Marvin Repinski: Words can reach a person’s heart – Austin Daily Herald
“(Pray) also for me, that words may be given to me as I boldly open my mouth to proclaim the mystery of the gospel.” (Ephesians 6:19)
Are there any religious phrases that bother you? Are there any words associated with religious life that sound hackneyed, weird, or contrarian?
Words are used to communicate. One set of them that has bothered some people is in the traditional Holy Communion service. I’ve had more than one person question the statement, “We acknowledge and mourn our multiple sins and wickedness.”
It is a strong language. Place this in a “my” culture, or in the midst of a society where many “with” people are tied to some form of human potential movement and it seems counterproductive.
People have even asked why we don’t update the language to conform to our real understanding. “What is this understanding?” I like to ask.
Most people recognize that life is a mixture of good and bad. So we admit that our best motivations are clouded by impulses we could do without. We are a bit like a rose garden; beautiful flowers and thorns combined.
It is part of our wisdom to see our lives in a broad perspective. We fail, we fall short of our ideals, and there are behaviors that deserve someone to call us a heel. And yet, we are people made for noble purposes. The Bible suggests that we are “created in the image of God.” Side by side, two views; we are not worthy and yet we are quite worthy. The Christian faith announces that the grace of God impels us to say both — and to do everything with one breath.
Someone said he felt like a tooth capped with gold decaying from the inside. It can give us a doorway to understanding human nature. Great literature is so often worth preserving because of its ability to feel this dual tension in our characters. We are a combination of the small, offensive and selfish residing side by side with what is noble, beautiful and great.
Again, the complex multi-personal meaning that can cloud us is described in the New Testament. The writer was, it seems, having a scum day! “We have become and still are, like the scum of the world, the scum of all things. (1 Corinthians 4:13)
Barry L. Johnson wrote of his growing awareness of his understanding of God and his life: “My search heightened during my freshman year at Wheaton College, when the news professor wrote a headline on the board and asked us to write a story. to adapt it. The title was “Sometimes there’s a hole in the ceiling”. After much effort, many crumpled pages, and unsolicited advice from my house brothers, I cooked up a story about a ghetto family who received unexpected help from an unexpected source. The story ended with “Sometimes there’s a hole in the ceiling; it was made for the hand of God. When the paper returned with an A minus, the whole house celebrated the victory.

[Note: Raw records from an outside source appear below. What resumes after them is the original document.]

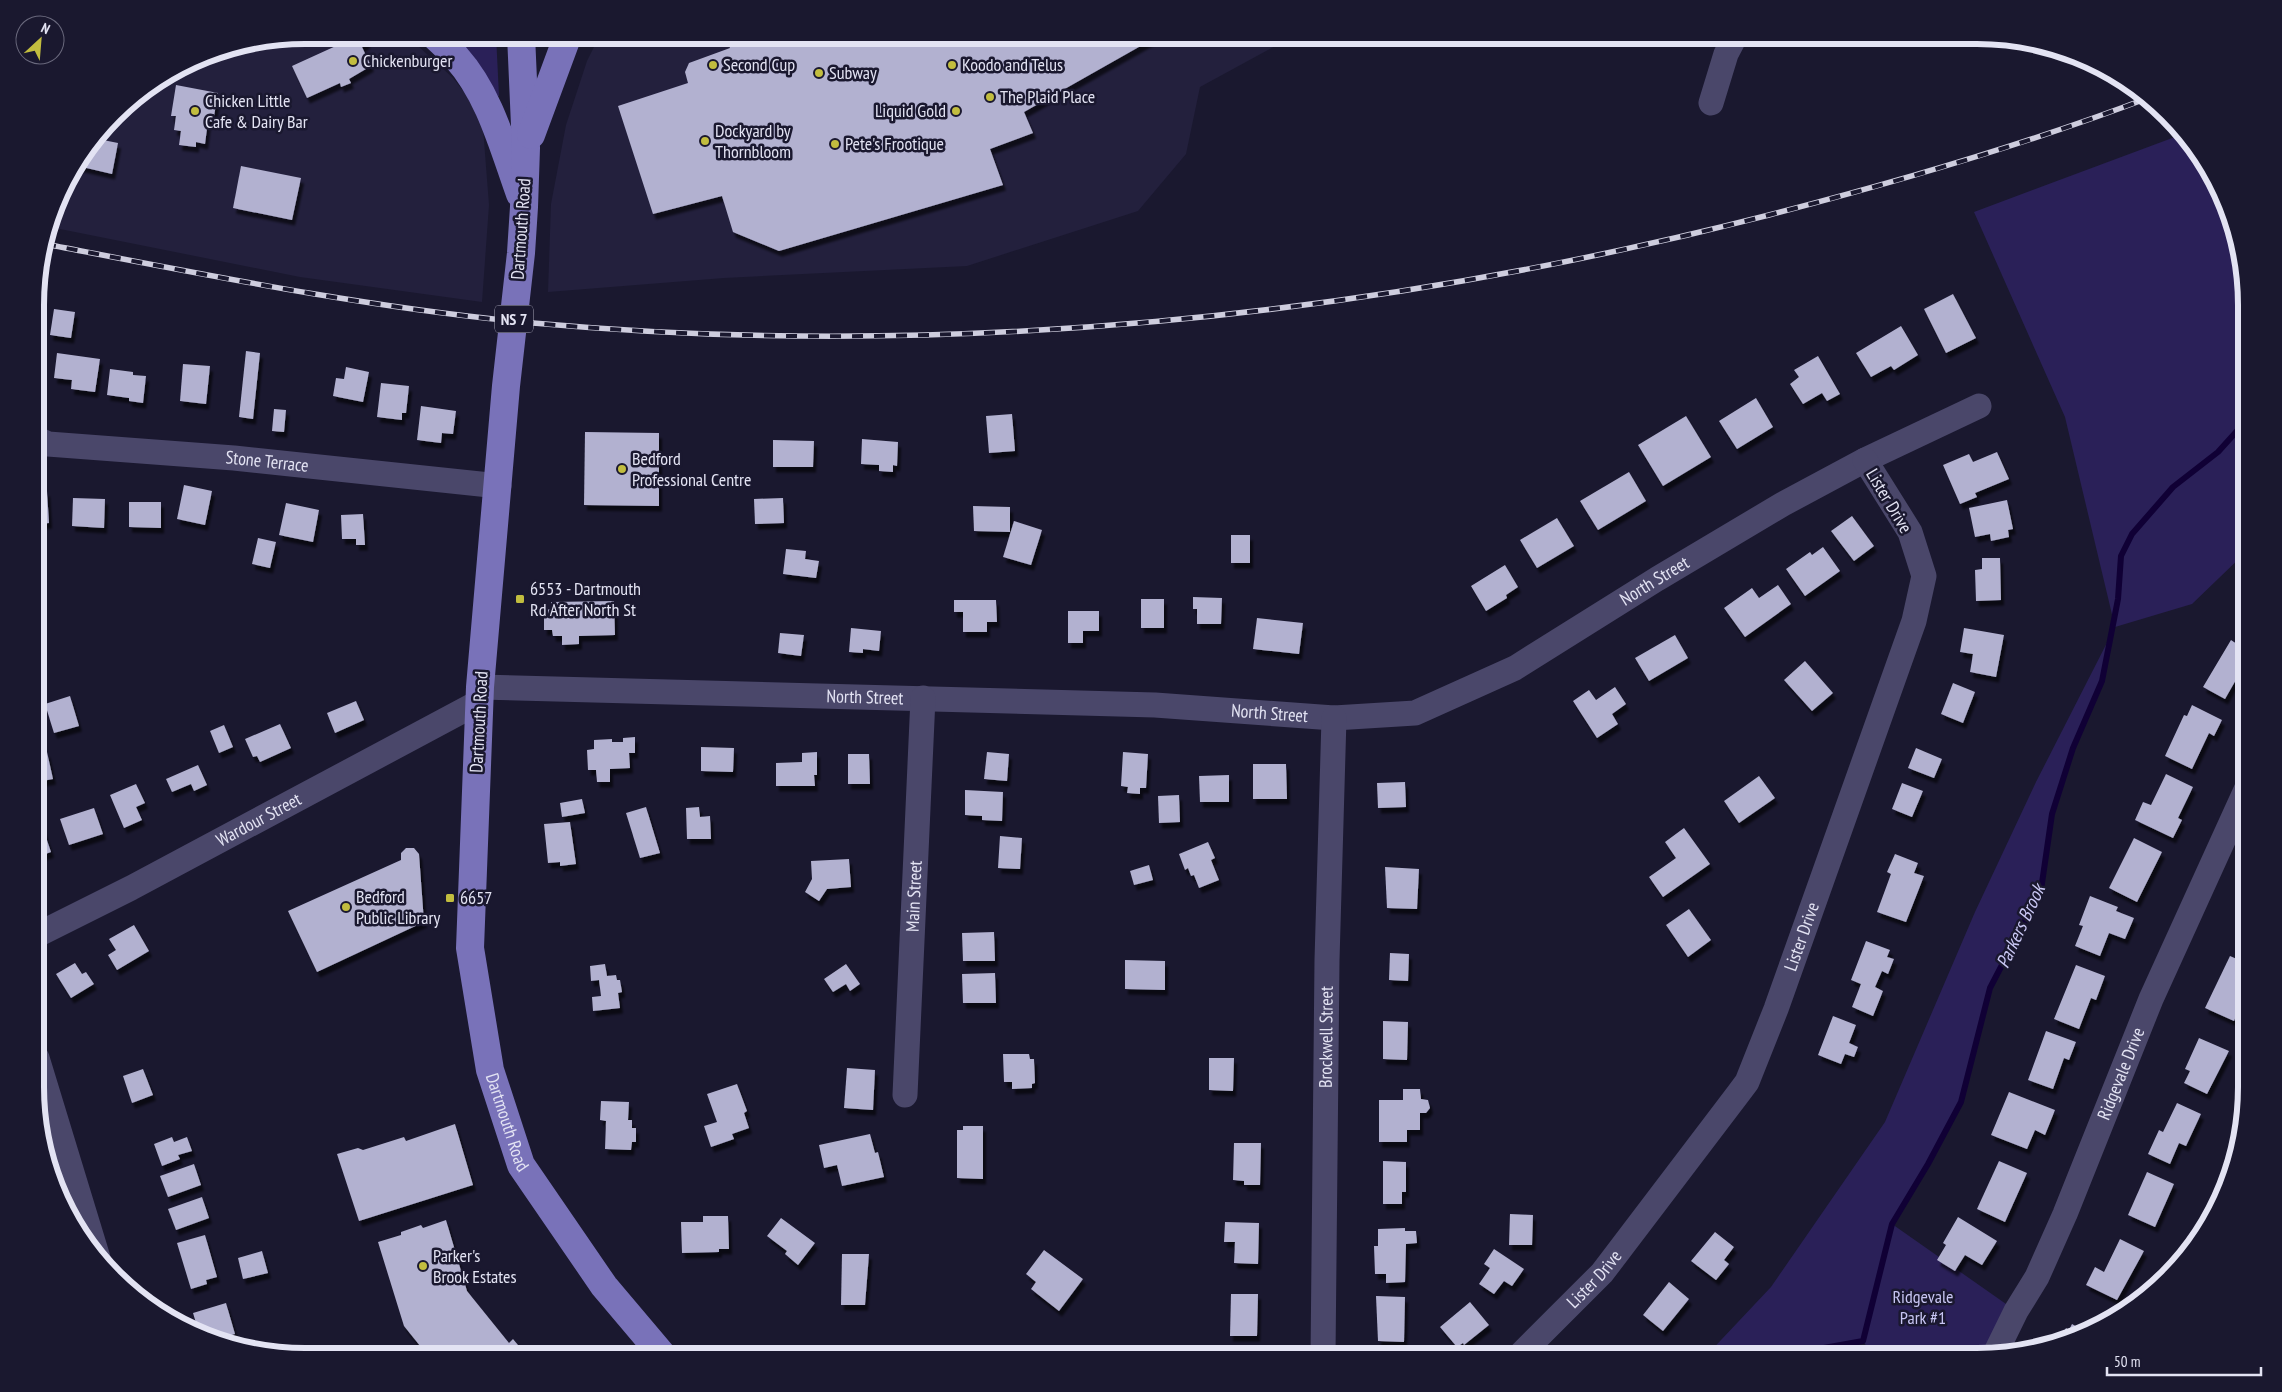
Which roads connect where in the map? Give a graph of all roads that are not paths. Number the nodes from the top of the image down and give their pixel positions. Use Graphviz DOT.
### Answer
graph roads {
  1 [pos="443,44"];
  2 [pos="521,44"];
  3 [pos="565,44"];
  4 [pos="1731,44"];
  5 [pos="1711,103"];
  6 [pos="526,148"];
  7 [pos="524,207"];
  8 [pos="1979,406"];
  9 [pos="44,442"];
  10 [pos="1865,460"];
  11 [pos="499,486"];
  12 [pos="480,694"];
  13 [pos="923,698"];
  14 [pos="1334,718"];
  15 [pos="2238,808"];
  16 [pos="44,932"];
  17 [pos="44,1081"];
  18 [pos="905,1095"];
  19 [pos="92,1237"];
  20 [pos="656,1348"];
  21 [pos="1323,1348"];
  22 [pos="1527,1348"];
  23 [pos="1998,1348"];
  1 -- 7 [label="main road"];
  2 -- 6 [label="main road, Dartmouth Road / NS 7"];
  3 -- 6 [label="main road"];
  4 -- 5 [label="street"];
  6 -- 7 [label="main road, Dartmouth Road / NS 7"];
  7 -- 11 [label="main road, Dartmouth Road / NS 7"];
  8 -- 10 [label="street, North Street"];
  9 -- 11 [label="street, Stone Terrace"];
  10 -- 14 [label="street, North Street"];
  10 -- 22 [label="street, Lister Drive"];
  11 -- 12 [label="main road, Dartmouth Road / NS 7"];
  12 -- 13 [label="street, North Street"];
  12 -- 16 [label="street, Wardour Street"];
  12 -- 20 [label="main road, Dartmouth Road / NS 7"];
  13 -- 14 [label="street, North Street"];
  13 -- 18 [label="street, Main Street"];
  14 -- 21 [label="street, Brockwell Street"];
  15 -- 23 [label="street, Ridgevale Drive"];
  17 -- 19 [label="street"];
}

Mr Johnson then states looking back on that experience. “The hole in the ceiling has widened…I am aware that God’s presence is limited only by our perception.” Let’s cultivate a kind of openness that could even make sense of difficult words and sentences.
Our words of honesty not only affect the people who receive them, but a joke can crash into an action of getting it right.
A reflection by Terry Helwig of Louisville, Kentucky.
“I left the wallpaper store trying to decide if the bathroom really needed wallpapering. Paper is more expensive than I thought. I couldn’t make up my mind.
On the way to the car, I remembered that I needed two boxes of plastic sheets for my files. Some people can’t resist sweets; I can’t resist the lure of an office supply store.
When the clerk rang the bill I thought it sounded low, but I paid what he asked for and took my bag to the car. There, I compared my purchases with the receipt. As I suspected: The employee had only called for one box of plastic sheets.
At home, a throbbing feeling attracted me. I knew I should make amends. The store had already closed. But the next morning, I gave my receipt to the clerk. “Salvation. I came yesterday and bought two boxes of your plastic ring binder sheets. You only charged me for one box.
“Well, I guess you owe us eleven dollars,” he said in surprise. “Thank you for coming back”
I paid the eleven dollars and walked out feeling much happier. I was so happy, in fact, that I decided to go next and buy this bathroom wallpaper. When I told the woman what I wanted, she said, “Well, today must be your lucky day!” We just reduced this paper this morning. That’s thirty percent less!